**What you should do:** Isolate every line in the data with the string "edge" and copy it.

[Collected data]
════════

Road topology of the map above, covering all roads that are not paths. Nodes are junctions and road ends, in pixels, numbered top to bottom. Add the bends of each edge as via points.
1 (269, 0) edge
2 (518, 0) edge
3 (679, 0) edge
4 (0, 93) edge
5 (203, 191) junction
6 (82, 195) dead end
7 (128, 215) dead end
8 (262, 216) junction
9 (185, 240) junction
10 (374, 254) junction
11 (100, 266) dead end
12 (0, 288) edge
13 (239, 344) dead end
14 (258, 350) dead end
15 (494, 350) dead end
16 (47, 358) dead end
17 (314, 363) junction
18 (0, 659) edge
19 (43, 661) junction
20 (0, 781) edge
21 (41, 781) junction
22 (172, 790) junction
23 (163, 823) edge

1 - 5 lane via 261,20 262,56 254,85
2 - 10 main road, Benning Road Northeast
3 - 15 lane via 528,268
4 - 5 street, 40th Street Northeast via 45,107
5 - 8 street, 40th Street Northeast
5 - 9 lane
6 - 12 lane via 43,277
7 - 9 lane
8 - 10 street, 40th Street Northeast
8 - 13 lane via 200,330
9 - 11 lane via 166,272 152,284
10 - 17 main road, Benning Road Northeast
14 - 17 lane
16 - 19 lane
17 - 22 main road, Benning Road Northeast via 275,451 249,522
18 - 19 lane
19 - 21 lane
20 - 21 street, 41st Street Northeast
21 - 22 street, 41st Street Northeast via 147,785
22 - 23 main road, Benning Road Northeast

════════

**Exercise response:**
Road topology of the map above, covering all roads that are not paths. Nodes are junctions and road ends, in pixels, numbered top to bottom. Add the bends of each edge as via points.
1 (269, 0) edge
2 (518, 0) edge
3 (679, 0) edge
4 (0, 93) edge
12 (0, 288) edge
18 (0, 659) edge
20 (0, 781) edge
23 (163, 823) edge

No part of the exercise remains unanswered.